I would just say that what we look for in people are people with just passion. Obviously you need to be super sharp, but also super passionate. We would hire a master student who is super passionate over some expert PhD that was kind of boring and not really interested in the field any day of the week.
As people start to prepare themselves for a career, we always like to see people who just go out and do stuff. Show us you have the ability to just go out and do the things that you're passionate about. And it doesn't need to be in space.
If we're looking at hiring a technician to work on a spacecraft, if they have a great passion in automotive or aviation or whatever, we look to see what do they do in their spare time and what are the key elements that make this person really good at what they do. And it doesn't have to be - you don't have to be in the space industry to work in the space industry.
But I think that's the most important thing is providing that catalyst for passion and doing cool stuff so people get excited about it.
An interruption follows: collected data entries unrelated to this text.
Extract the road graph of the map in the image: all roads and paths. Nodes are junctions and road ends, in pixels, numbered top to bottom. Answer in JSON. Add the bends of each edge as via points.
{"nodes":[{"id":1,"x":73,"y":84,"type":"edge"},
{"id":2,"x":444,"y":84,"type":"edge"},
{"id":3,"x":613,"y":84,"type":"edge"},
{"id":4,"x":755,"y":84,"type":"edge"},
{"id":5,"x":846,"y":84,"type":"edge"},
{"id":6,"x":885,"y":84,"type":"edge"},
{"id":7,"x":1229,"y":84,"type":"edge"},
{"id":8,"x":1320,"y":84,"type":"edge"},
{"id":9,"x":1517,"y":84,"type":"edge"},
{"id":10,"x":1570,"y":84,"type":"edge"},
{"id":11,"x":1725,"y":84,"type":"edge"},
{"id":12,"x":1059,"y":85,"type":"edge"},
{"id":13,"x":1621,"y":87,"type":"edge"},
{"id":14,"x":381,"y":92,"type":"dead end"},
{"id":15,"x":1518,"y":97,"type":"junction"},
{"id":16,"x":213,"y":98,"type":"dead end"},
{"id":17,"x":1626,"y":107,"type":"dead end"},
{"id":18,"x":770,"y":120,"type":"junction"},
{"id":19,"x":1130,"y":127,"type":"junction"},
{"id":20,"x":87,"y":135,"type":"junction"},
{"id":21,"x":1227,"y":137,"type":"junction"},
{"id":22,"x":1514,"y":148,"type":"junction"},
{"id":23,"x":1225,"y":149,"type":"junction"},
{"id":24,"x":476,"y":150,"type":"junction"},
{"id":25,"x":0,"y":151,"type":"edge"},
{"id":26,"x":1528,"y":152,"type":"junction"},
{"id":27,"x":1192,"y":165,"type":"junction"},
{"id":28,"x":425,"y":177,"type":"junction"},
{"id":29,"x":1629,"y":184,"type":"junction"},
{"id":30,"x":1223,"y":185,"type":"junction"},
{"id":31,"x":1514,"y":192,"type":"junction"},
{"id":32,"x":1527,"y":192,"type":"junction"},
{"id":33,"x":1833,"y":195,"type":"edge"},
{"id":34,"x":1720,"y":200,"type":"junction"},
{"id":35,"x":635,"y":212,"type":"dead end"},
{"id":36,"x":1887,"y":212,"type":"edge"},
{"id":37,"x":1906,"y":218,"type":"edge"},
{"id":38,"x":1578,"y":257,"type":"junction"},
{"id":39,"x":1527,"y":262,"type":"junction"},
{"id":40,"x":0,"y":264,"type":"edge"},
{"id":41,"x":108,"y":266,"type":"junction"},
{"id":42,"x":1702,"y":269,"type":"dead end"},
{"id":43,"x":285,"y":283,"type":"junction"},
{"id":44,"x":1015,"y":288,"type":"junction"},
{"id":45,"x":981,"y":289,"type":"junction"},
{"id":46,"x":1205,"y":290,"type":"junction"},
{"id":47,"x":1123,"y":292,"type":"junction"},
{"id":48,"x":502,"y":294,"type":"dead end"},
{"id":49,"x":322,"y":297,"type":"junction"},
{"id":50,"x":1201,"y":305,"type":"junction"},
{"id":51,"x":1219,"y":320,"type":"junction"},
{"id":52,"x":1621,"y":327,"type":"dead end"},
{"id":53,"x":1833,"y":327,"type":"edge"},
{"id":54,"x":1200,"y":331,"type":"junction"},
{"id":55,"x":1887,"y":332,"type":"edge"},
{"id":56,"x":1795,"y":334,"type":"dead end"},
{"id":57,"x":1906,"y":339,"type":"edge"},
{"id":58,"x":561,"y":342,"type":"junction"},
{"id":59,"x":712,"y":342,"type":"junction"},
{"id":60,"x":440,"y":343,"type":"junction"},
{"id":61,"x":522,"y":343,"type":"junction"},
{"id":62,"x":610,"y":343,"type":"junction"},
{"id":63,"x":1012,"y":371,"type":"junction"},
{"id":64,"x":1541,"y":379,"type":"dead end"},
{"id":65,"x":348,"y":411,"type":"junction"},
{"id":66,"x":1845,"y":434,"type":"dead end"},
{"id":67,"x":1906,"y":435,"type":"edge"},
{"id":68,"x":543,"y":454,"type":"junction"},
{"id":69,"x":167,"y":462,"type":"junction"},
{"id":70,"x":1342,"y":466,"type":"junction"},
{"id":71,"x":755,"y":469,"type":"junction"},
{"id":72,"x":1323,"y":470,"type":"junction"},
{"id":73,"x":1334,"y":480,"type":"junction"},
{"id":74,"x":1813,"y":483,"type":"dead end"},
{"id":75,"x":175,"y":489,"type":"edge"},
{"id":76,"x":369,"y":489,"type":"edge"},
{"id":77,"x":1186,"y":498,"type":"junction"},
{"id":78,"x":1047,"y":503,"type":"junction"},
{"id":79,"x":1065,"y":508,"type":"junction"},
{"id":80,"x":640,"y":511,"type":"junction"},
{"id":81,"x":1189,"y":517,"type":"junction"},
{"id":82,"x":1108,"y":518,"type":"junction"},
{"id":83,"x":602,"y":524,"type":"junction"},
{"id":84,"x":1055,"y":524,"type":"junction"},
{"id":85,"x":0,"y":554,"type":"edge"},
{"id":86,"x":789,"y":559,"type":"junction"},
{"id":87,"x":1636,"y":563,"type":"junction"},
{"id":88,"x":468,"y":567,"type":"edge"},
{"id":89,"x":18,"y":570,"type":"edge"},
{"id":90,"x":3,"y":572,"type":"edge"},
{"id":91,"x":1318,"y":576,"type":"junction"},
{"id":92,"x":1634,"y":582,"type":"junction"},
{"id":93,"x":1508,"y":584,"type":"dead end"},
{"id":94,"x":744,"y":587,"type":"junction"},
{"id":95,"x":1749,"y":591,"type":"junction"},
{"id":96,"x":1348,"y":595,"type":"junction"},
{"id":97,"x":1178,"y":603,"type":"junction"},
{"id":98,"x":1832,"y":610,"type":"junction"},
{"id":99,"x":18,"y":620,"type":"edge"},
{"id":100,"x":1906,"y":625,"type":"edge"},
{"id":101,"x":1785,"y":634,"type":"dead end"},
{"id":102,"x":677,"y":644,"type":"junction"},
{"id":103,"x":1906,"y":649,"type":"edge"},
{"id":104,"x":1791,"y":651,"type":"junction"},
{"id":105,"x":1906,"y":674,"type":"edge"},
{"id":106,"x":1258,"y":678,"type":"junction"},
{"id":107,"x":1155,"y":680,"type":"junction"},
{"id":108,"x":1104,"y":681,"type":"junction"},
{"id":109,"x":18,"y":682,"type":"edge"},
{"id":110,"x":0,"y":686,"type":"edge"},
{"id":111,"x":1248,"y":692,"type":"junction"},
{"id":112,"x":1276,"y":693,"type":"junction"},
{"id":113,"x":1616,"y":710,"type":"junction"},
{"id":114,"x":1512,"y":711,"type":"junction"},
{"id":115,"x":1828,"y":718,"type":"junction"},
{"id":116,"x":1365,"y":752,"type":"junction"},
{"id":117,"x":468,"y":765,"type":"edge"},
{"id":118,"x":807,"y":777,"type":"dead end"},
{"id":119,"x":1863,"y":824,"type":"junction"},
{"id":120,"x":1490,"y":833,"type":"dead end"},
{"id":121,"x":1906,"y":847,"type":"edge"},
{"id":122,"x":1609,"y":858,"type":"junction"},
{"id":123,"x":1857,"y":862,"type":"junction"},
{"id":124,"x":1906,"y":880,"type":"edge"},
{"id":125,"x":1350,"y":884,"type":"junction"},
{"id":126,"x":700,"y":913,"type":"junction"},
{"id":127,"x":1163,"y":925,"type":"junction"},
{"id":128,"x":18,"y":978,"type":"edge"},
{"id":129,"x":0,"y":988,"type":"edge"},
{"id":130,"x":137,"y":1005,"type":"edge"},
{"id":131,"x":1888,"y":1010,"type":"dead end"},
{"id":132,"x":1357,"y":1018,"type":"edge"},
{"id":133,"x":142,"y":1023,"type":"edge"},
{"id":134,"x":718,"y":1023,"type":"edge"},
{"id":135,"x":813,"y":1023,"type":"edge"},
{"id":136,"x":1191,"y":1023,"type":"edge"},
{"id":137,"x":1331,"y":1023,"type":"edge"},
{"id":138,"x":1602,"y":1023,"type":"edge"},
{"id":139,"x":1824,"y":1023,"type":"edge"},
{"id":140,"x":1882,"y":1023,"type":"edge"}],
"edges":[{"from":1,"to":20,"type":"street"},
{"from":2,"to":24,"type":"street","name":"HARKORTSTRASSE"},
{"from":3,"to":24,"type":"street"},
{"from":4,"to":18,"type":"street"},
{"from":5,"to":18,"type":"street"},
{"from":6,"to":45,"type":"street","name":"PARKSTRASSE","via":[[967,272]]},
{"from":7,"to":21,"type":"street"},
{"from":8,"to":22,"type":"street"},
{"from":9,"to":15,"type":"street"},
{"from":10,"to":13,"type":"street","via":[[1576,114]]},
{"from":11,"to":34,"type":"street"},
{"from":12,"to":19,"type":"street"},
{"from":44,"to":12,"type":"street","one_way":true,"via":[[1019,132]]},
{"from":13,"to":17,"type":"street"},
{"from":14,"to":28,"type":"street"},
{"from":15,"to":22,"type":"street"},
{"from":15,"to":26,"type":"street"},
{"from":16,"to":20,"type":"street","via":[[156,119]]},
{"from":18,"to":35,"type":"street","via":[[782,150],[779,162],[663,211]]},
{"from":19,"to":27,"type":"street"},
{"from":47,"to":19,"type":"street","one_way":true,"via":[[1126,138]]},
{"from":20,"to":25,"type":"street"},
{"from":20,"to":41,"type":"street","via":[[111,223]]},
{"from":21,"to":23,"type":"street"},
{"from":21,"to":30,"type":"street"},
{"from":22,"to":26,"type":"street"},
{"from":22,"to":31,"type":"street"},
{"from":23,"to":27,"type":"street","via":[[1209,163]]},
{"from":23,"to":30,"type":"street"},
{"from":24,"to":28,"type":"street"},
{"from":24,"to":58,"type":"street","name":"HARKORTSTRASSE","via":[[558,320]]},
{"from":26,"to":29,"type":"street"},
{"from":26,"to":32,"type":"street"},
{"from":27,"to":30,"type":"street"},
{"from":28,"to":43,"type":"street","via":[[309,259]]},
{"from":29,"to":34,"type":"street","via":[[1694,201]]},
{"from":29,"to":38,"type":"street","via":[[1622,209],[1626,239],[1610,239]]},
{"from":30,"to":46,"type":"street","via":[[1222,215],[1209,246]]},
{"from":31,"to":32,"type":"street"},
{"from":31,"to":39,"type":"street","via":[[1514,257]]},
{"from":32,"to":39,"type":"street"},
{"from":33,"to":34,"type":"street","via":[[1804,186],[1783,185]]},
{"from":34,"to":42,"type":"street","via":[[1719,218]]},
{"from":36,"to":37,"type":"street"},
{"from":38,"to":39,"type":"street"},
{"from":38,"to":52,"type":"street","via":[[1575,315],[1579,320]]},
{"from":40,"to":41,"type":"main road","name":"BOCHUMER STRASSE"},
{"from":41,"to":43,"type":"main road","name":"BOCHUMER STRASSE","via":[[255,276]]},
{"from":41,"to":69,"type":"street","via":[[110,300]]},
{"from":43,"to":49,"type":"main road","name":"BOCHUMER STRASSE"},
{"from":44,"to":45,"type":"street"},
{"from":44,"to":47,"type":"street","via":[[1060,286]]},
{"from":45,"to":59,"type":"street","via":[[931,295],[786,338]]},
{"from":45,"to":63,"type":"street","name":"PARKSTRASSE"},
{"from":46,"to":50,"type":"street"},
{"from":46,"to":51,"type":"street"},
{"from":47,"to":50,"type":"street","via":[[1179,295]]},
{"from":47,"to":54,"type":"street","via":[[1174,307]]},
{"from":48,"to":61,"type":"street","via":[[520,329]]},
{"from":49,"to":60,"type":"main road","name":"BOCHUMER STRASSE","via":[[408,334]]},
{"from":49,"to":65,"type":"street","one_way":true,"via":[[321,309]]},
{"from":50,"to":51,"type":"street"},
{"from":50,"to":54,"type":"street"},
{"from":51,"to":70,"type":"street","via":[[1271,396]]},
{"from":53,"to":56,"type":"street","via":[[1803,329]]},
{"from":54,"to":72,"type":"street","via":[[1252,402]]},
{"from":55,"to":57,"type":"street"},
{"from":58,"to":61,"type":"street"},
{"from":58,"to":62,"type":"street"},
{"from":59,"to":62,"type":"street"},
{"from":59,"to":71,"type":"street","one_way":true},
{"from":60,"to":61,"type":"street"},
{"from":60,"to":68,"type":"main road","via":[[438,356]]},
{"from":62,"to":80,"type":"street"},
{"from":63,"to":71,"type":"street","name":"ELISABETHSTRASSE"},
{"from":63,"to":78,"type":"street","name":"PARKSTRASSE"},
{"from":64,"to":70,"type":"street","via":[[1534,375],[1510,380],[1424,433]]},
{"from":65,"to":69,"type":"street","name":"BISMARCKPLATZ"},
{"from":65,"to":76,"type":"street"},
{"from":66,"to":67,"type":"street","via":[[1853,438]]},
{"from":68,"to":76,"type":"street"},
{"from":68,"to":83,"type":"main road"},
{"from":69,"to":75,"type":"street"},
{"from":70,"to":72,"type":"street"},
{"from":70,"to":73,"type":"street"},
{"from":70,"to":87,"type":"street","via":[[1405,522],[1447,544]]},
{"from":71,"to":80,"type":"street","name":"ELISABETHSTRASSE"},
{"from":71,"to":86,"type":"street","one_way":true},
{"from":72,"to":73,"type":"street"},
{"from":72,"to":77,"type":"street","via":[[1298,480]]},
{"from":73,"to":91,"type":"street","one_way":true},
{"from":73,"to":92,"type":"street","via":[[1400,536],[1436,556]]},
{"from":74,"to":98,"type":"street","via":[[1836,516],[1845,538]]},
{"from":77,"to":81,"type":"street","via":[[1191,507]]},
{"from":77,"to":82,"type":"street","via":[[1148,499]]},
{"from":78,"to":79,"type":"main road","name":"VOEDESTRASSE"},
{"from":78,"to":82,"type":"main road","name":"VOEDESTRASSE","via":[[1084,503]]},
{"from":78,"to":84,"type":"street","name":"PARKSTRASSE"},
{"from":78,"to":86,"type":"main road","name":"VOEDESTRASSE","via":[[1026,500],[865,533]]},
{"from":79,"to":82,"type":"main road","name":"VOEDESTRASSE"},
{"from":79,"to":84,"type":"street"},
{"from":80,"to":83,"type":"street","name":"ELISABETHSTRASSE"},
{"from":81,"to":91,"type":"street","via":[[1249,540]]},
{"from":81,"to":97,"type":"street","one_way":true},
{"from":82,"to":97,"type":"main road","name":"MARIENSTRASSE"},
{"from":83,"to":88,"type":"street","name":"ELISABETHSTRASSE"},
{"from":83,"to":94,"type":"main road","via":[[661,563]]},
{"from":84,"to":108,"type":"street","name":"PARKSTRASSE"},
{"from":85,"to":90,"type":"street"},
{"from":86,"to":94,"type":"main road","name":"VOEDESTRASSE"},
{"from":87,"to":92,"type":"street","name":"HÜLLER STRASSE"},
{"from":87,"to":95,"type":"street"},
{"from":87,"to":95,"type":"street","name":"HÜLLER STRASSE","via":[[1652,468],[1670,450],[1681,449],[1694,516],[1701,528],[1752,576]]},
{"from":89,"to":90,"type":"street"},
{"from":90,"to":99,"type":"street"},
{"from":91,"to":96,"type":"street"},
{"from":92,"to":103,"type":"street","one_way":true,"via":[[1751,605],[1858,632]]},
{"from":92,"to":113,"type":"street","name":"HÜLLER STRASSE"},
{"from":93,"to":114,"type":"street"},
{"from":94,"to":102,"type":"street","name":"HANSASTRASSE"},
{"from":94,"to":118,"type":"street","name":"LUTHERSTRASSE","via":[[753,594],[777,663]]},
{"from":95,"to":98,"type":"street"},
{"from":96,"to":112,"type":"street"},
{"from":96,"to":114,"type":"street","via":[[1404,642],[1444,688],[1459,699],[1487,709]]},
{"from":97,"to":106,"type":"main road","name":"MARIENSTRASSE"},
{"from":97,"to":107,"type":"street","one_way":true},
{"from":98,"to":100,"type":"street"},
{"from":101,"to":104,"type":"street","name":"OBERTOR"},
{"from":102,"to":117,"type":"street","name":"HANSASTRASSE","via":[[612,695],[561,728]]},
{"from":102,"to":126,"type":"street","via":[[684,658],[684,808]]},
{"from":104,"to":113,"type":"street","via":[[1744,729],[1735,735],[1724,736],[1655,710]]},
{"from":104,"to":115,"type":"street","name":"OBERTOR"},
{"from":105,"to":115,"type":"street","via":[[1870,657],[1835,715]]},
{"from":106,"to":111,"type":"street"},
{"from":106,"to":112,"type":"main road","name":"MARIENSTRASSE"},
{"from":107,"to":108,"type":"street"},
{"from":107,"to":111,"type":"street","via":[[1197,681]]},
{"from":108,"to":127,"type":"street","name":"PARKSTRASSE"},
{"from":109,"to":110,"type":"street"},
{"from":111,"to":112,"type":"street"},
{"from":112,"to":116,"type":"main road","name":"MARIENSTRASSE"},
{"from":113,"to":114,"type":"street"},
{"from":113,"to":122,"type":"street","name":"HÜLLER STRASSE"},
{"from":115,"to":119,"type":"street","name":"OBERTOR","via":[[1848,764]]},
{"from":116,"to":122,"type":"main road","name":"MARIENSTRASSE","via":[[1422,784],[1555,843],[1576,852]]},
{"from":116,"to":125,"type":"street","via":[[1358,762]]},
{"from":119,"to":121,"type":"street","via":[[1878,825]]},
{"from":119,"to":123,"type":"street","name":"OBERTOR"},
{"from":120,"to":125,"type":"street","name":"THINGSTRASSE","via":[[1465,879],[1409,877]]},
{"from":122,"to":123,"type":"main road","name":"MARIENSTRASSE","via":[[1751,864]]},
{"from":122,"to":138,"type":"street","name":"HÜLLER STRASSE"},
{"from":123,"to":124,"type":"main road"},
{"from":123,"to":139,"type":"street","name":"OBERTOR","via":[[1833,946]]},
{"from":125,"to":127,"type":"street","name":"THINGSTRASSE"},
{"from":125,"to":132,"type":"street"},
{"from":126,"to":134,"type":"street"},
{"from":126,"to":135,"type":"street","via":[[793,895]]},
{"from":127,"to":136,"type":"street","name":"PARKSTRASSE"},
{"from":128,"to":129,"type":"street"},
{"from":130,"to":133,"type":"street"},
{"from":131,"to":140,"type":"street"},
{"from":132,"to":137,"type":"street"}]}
I think that's really important to continue to inspire the next generation - really do cool stuff.
### Closing Remarks
**Host (Z):** Thank you for sharing that and thank you for taking your time. I know we want to be very sensitive to your schedule as well, sir. So thank you for your remarks. Again, just congratulations to you and the entire team on just some spectacular successes. As we talked about today, CAPSTONE demonstrates not just a launch and place capability, it demonstrates so much of the infrastructure being available now in commercial offering - fundamental change from when you and I were kids. To think that we've helped change it is gratifying, I'm sure.
Thank you again to everyone in our audience and our sponsors, Millennium Space Systems and Viasat. Thank you Peter and your entire team for your remarks today. Take care everyone.
**Peter Beck:** Thanks so much. Cheers, thanks.
**Dylan:** Thank you both very much. Peter, that is incredible - some of the information you shared with us. And Z, the trifecta, three in a row, that was outstanding. We can't thank you enough. You did a great, great job. So on behalf of all the Space Talks with Z, you get a 100!
**Host (Z):** Thank you Dylan so much, and congrats to you both on just a spectacular event today. And to our hosts, the generals, etc. It's been a real pleasure and honor to be part of such a team.
**Dylan:** Well, you were just outstanding. So thank you again. We hope to see you again.